* [Try it]: Identify and pull out each line of the entries in which "Сумська" occurs.

* [Supplied records]:
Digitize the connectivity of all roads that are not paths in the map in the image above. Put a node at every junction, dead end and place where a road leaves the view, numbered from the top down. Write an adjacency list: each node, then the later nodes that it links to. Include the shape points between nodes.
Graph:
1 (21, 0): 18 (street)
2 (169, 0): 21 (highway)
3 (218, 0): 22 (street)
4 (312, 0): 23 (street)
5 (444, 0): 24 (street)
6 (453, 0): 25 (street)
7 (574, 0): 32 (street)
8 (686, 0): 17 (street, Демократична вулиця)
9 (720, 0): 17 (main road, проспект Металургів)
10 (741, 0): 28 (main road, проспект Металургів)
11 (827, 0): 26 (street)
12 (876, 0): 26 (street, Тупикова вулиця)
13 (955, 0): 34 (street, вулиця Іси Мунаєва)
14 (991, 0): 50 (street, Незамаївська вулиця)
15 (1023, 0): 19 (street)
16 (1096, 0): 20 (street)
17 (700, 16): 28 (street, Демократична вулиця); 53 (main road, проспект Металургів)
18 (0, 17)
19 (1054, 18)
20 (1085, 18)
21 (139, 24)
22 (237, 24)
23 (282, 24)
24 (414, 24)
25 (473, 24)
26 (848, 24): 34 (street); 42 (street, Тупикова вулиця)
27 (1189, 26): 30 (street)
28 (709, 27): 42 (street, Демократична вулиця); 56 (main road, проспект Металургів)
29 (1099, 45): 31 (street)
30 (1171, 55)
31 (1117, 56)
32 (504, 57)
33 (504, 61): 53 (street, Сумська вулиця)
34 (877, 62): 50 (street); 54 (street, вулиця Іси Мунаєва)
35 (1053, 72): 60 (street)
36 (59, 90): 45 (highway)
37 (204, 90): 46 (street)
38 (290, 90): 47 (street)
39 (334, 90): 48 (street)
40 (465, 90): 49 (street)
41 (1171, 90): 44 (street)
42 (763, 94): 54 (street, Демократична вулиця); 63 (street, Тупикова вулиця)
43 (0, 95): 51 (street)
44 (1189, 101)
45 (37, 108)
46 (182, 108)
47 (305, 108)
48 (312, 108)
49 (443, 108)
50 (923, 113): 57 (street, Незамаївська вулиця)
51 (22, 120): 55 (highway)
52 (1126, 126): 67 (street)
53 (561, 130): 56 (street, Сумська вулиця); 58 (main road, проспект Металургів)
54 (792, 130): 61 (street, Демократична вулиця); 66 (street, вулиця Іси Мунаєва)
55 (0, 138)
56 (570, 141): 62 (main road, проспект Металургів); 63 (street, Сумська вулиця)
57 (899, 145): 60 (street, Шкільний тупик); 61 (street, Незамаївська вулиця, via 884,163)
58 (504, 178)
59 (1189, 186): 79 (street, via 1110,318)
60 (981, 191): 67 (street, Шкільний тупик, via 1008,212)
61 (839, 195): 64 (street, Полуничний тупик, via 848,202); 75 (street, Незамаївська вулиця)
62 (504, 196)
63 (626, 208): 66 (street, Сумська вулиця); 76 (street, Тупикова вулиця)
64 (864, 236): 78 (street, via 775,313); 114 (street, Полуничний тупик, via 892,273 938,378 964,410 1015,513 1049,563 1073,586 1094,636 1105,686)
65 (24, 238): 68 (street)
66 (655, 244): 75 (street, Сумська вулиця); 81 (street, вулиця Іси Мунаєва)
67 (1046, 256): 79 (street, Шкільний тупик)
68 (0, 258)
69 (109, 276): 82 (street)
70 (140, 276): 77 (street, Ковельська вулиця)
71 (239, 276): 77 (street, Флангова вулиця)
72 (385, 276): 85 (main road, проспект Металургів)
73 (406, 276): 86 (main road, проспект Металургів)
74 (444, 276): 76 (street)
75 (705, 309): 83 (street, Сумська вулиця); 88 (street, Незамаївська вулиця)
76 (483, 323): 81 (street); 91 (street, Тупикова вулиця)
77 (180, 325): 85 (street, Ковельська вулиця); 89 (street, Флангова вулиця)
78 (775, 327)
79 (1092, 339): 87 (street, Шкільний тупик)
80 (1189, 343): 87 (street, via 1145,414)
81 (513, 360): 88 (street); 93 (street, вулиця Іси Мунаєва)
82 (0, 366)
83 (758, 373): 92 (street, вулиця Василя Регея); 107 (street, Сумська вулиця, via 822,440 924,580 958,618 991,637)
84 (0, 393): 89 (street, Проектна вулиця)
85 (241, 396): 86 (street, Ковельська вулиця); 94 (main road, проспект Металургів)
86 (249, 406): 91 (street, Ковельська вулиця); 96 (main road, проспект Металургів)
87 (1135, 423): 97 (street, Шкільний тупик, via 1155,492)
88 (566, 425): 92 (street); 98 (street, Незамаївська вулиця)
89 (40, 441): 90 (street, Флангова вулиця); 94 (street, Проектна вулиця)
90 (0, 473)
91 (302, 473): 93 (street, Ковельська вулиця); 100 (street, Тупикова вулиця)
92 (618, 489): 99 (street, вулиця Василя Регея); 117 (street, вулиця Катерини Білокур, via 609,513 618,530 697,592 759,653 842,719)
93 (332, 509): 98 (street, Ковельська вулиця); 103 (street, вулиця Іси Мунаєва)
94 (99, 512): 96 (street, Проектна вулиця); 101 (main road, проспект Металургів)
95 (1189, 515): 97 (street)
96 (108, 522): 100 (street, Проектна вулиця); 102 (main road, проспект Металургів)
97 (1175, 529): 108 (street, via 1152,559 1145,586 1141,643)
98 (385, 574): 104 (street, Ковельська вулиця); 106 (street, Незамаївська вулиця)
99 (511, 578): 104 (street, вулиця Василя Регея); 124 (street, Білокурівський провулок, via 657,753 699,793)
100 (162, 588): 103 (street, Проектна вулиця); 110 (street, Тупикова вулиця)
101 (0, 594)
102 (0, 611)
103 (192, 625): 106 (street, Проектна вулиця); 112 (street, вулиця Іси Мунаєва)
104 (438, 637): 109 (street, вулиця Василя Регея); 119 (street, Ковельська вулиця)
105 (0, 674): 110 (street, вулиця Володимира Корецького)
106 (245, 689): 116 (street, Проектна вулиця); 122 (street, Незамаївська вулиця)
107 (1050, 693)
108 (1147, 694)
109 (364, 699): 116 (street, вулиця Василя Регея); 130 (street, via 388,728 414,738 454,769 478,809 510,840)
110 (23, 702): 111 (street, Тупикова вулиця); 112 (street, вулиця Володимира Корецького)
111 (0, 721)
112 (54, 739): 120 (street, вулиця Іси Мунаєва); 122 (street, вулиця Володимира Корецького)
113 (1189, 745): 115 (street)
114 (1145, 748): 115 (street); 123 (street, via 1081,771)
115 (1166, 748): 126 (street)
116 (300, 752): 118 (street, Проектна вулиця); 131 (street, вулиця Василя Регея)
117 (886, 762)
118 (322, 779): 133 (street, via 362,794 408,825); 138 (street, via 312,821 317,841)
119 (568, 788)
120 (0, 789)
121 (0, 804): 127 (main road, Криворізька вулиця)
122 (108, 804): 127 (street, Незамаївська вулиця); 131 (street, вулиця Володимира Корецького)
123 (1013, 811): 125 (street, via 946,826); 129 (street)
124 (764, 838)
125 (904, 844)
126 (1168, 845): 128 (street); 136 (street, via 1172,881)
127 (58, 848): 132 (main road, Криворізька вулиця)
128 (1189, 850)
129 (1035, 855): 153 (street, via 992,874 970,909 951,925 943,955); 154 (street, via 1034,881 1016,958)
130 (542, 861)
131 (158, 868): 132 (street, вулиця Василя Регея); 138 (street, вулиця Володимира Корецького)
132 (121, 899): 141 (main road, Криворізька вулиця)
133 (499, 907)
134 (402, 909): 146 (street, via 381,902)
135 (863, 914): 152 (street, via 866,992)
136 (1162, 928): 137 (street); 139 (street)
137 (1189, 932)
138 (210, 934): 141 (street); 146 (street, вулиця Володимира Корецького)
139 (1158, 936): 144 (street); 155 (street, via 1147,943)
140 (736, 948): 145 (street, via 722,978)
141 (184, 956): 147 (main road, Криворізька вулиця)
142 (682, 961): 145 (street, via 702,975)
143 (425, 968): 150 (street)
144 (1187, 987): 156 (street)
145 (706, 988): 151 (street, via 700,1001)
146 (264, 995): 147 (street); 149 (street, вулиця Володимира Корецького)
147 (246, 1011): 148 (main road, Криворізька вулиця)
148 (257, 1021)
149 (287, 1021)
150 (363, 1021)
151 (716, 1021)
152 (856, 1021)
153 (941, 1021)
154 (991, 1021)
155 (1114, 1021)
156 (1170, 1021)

--

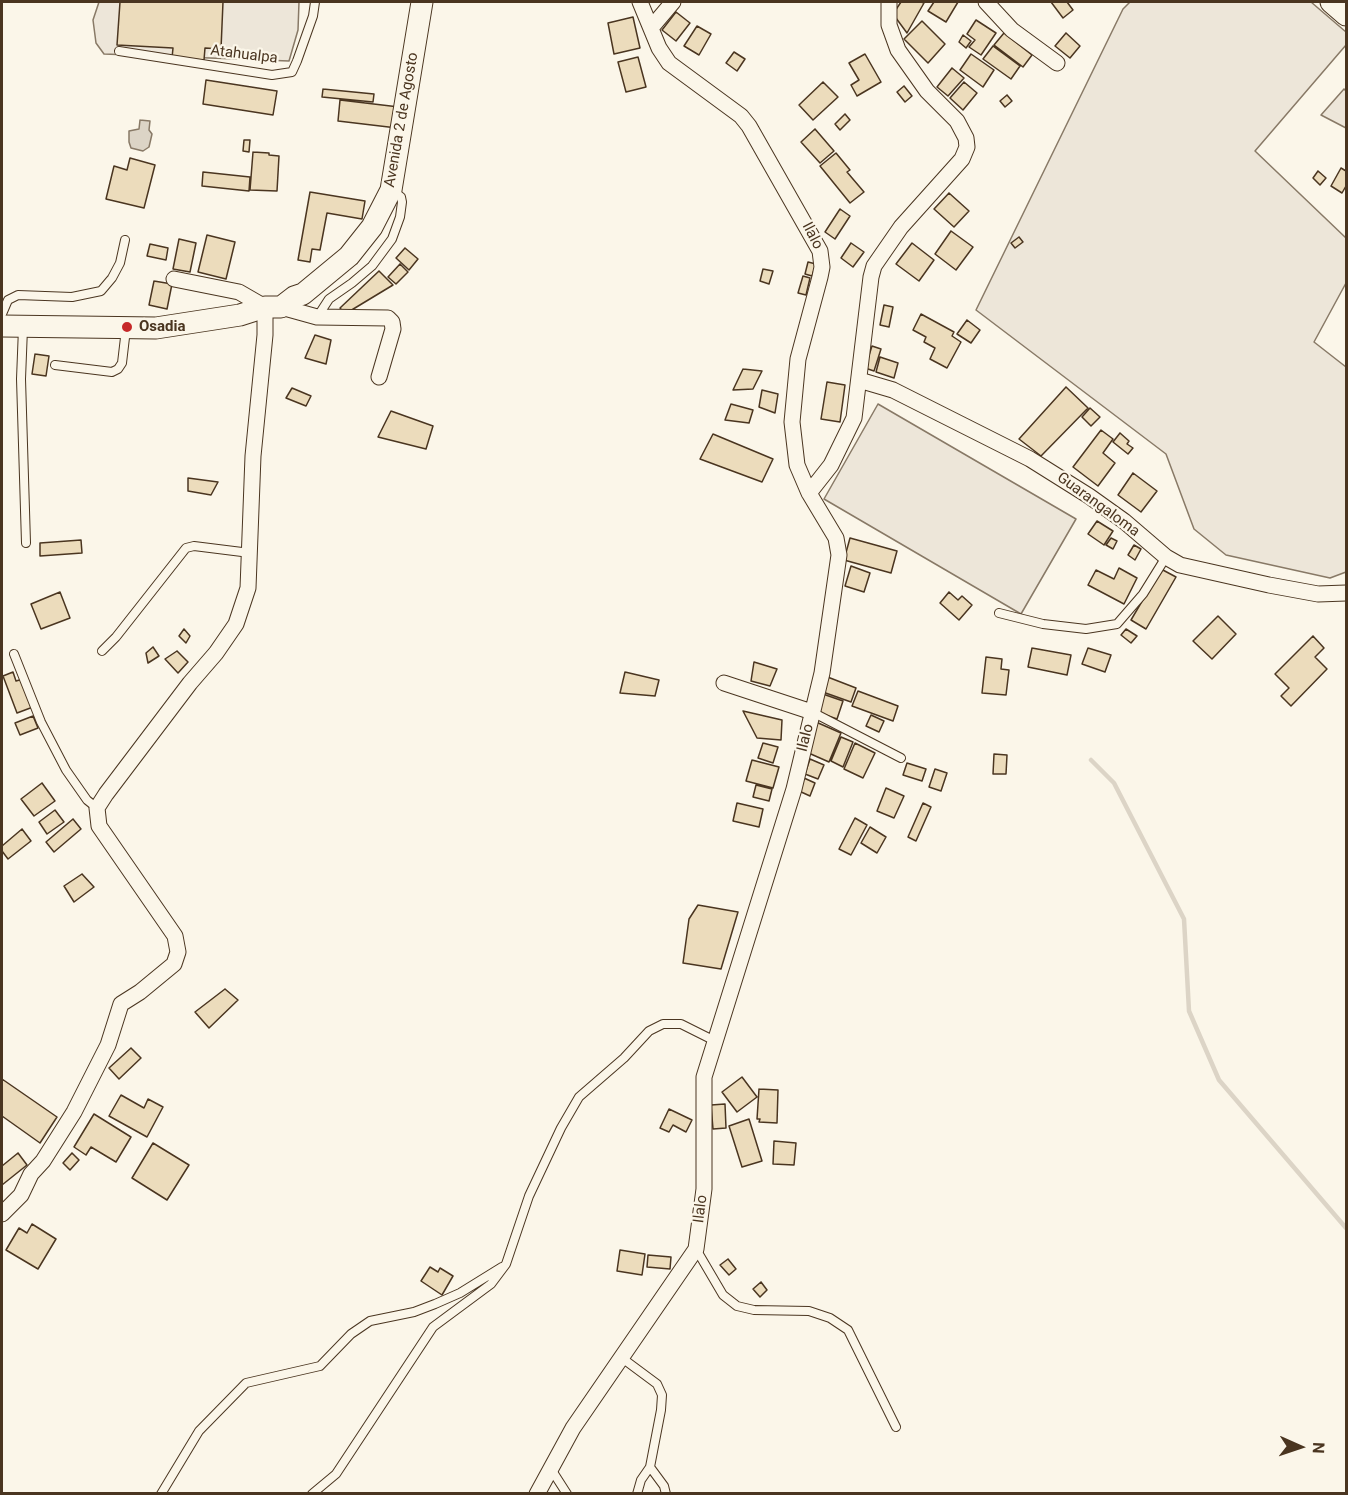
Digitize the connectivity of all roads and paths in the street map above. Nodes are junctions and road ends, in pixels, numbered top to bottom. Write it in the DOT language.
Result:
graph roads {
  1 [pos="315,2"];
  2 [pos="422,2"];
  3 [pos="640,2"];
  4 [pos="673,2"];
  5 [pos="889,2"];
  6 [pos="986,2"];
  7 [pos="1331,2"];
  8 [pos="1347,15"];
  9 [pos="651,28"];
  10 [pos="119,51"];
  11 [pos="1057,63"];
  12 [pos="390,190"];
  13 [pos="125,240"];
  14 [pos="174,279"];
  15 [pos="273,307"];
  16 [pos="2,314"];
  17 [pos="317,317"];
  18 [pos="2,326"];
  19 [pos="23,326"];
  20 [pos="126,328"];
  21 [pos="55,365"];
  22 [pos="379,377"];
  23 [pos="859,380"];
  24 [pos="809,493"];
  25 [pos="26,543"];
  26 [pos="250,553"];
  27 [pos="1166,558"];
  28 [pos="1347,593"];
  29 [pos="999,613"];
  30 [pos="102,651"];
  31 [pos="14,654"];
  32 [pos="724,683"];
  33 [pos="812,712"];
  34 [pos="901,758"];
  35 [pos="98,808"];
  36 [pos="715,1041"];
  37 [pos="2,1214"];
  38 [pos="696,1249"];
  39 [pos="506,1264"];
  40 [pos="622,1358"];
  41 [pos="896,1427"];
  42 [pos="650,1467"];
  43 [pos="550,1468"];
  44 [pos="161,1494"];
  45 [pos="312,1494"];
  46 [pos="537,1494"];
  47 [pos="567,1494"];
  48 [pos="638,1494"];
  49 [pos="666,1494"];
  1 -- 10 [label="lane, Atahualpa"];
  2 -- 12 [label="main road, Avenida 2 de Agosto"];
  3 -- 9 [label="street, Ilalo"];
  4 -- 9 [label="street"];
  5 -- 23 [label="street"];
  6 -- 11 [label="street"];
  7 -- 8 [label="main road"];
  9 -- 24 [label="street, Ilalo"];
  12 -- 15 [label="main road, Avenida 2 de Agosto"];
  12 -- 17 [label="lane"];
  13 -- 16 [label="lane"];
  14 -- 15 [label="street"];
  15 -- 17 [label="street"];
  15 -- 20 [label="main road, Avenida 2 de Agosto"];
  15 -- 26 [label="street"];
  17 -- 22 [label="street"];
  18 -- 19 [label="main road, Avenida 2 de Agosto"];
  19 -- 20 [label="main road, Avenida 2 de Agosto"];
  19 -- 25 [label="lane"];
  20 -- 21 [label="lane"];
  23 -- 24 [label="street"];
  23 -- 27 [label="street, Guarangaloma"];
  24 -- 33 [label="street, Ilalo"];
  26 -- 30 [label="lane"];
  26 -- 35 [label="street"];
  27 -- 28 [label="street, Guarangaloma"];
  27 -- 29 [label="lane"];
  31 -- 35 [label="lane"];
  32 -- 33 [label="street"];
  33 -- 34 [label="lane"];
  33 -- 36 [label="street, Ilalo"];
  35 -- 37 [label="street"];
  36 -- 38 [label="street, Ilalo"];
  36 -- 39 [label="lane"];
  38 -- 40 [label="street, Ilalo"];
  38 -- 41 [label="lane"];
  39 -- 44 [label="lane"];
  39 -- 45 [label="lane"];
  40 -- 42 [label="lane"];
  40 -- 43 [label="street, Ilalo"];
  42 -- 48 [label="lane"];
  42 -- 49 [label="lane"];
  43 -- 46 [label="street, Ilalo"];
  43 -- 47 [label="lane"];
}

* [Output of the exercise]:
33 (504, 61): 53 (street, Сумська вулиця)
53 (561, 130): 56 (street, Сумська вулиця); 58 (main road, проспект Металургів)
56 (570, 141): 62 (main road, проспект Металургів); 63 (street, Сумська вулиця)
63 (626, 208): 66 (street, Сумська вулиця); 76 (street, Тупикова вулиця)
66 (655, 244): 75 (street, Сумська вулиця); 81 (street, вулиця Іси Мунаєва)
75 (705, 309): 83 (street, Сумська вулиця); 88 (street, Незамаївська вулиця)
83 (758, 373): 92 (street, вулиця Василя Регея); 107 (street, Сумська вулиця, via 822,440 924,580 958,618 991,637)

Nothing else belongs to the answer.